> THE TASK
The task calls for every line of the data to be retyped exactly.

[Dataset entries]
"""
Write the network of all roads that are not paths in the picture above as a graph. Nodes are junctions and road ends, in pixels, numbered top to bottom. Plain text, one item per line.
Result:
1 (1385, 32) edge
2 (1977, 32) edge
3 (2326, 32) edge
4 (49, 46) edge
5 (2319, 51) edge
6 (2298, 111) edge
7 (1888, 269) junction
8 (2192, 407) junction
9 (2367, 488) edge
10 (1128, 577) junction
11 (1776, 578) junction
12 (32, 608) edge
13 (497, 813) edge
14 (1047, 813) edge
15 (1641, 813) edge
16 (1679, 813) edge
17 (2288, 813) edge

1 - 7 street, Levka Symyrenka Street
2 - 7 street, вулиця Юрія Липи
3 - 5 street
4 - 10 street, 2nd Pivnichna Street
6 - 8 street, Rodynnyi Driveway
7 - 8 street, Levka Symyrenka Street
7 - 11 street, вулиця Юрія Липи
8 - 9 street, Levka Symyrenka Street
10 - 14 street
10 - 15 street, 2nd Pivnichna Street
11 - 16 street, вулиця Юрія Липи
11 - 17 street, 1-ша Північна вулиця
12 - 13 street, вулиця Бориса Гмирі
"""
> ANSWER SECTION
Write the network of all roads that are not paths in the picture above as a graph. Nodes are junctions and road ends, in pixels, numbered top to bottom. Plain text, one item per line.
Result:
1 (1385, 32) edge
2 (1977, 32) edge
3 (2326, 32) edge
4 (49, 46) edge
5 (2319, 51) edge
6 (2298, 111) edge
7 (1888, 269) junction
8 (2192, 407) junction
9 (2367, 488) edge
10 (1128, 577) junction
11 (1776, 578) junction
12 (32, 608) edge
13 (497, 813) edge
14 (1047, 813) edge
15 (1641, 813) edge
16 (1679, 813) edge
17 (2288, 813) edge

1 - 7 street, Levka Symyrenka Street
2 - 7 street, вулиця Юрія Липи
3 - 5 street
4 - 10 street, 2nd Pivnichna Street
6 - 8 street, Rodynnyi Driveway
7 - 8 street, Levka Symyrenka Street
7 - 11 street, вулиця Юрія Липи
8 - 9 street, Levka Symyrenka Street
10 - 14 street
10 - 15 street, 2nd Pivnichna Street
11 - 16 street, вулиця Юрія Липи
11 - 17 street, 1-ша Північна вулиця
12 - 13 street, вулиця Бориса Гмирі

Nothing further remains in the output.